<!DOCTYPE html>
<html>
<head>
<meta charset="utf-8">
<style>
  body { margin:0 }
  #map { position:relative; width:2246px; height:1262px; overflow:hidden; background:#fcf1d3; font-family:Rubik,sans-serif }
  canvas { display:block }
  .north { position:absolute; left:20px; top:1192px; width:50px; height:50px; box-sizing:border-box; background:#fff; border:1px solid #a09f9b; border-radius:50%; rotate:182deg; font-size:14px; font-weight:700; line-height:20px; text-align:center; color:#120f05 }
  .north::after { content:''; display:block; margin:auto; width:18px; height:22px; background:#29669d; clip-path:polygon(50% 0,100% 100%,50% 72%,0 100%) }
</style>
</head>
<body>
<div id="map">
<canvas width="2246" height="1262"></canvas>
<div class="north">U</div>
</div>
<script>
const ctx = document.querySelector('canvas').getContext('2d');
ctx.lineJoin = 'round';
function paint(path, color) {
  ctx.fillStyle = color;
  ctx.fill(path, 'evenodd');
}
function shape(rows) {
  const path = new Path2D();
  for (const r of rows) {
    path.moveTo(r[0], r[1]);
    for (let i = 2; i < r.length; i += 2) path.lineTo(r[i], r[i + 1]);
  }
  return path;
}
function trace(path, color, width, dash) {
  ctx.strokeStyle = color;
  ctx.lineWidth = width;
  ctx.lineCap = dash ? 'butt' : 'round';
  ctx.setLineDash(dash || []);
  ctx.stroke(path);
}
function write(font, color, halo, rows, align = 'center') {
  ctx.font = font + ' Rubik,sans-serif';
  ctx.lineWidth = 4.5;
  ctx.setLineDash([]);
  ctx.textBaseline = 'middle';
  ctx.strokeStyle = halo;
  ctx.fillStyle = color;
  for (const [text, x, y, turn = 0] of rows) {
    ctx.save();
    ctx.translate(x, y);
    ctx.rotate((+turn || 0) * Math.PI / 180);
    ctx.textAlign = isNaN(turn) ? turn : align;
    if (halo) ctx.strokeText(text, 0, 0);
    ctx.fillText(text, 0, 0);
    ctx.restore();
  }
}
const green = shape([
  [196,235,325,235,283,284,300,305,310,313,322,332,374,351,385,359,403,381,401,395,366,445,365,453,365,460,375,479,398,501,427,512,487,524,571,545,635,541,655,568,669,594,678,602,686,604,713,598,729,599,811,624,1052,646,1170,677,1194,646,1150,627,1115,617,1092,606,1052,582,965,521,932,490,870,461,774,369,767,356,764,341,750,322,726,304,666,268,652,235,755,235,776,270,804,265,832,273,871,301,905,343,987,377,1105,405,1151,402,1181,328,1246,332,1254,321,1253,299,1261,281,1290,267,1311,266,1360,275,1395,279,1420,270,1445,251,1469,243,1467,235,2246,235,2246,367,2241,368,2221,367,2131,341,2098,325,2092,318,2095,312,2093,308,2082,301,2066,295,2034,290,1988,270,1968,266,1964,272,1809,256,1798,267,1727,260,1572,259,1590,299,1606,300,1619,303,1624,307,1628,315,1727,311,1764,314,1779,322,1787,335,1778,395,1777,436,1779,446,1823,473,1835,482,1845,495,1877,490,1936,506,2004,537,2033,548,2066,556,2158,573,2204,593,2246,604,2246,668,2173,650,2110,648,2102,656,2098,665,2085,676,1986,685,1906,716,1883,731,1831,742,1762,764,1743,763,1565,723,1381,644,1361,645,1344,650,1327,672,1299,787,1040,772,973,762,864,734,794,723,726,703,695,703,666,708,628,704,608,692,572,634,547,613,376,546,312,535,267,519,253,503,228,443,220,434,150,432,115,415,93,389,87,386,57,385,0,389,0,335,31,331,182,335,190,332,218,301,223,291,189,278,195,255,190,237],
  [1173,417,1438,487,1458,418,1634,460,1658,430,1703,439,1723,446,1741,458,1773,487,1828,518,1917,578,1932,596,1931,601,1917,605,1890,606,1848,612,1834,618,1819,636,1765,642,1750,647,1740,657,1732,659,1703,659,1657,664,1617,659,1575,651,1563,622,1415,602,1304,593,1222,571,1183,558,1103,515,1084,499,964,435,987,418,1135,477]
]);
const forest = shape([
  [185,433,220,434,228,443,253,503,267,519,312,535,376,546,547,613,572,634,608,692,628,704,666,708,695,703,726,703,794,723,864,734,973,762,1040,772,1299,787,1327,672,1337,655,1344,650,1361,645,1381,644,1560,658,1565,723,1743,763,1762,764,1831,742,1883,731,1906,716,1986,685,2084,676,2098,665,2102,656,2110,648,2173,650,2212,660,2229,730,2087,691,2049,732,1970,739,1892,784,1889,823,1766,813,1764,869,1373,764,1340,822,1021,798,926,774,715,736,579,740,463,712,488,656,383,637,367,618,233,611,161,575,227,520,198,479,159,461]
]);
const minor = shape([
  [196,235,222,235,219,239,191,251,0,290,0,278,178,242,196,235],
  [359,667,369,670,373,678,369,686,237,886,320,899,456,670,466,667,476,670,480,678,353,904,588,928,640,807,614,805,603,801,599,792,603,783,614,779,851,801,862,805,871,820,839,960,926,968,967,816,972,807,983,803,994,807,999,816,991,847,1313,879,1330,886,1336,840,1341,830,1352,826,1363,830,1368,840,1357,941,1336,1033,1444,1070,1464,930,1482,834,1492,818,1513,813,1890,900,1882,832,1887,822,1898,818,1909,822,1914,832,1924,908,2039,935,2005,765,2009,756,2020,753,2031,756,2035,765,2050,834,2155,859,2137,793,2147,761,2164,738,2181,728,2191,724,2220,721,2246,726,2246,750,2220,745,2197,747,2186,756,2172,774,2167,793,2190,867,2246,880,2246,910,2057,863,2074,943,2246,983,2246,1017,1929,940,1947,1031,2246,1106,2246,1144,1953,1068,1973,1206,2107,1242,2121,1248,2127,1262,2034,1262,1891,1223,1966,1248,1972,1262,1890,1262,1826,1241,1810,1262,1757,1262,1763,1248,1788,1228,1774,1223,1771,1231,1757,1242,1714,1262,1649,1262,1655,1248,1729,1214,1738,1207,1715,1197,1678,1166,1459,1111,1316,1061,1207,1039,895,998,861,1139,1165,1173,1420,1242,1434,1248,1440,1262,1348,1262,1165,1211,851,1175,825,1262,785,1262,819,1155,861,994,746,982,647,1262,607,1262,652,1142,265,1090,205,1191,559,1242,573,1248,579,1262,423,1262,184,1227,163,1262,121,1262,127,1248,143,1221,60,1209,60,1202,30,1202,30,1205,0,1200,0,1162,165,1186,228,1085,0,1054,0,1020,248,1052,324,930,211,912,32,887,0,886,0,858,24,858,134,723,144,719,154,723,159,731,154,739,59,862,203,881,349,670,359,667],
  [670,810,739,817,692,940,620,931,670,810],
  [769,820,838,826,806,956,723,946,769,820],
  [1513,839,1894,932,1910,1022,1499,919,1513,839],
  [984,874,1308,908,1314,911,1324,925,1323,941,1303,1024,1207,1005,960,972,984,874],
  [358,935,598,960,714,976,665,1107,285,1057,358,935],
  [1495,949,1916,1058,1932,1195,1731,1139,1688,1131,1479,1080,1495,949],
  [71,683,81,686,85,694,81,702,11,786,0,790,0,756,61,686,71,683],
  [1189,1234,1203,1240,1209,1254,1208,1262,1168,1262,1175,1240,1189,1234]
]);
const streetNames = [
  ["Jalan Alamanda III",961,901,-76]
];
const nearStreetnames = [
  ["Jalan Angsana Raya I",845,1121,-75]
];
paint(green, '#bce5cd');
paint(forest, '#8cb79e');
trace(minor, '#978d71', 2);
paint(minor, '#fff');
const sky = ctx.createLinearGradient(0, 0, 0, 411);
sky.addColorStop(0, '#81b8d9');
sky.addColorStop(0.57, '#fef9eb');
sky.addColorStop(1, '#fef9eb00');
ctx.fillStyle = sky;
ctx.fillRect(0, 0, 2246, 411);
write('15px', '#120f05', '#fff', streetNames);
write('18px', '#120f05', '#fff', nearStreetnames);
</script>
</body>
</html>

_Requirement:_
Find the word "lineWidth" in the entries and show each line where it is found.

_Answer for the task:_
  ctx.lineWidth = width;
  ctx.lineWidth = 4.5;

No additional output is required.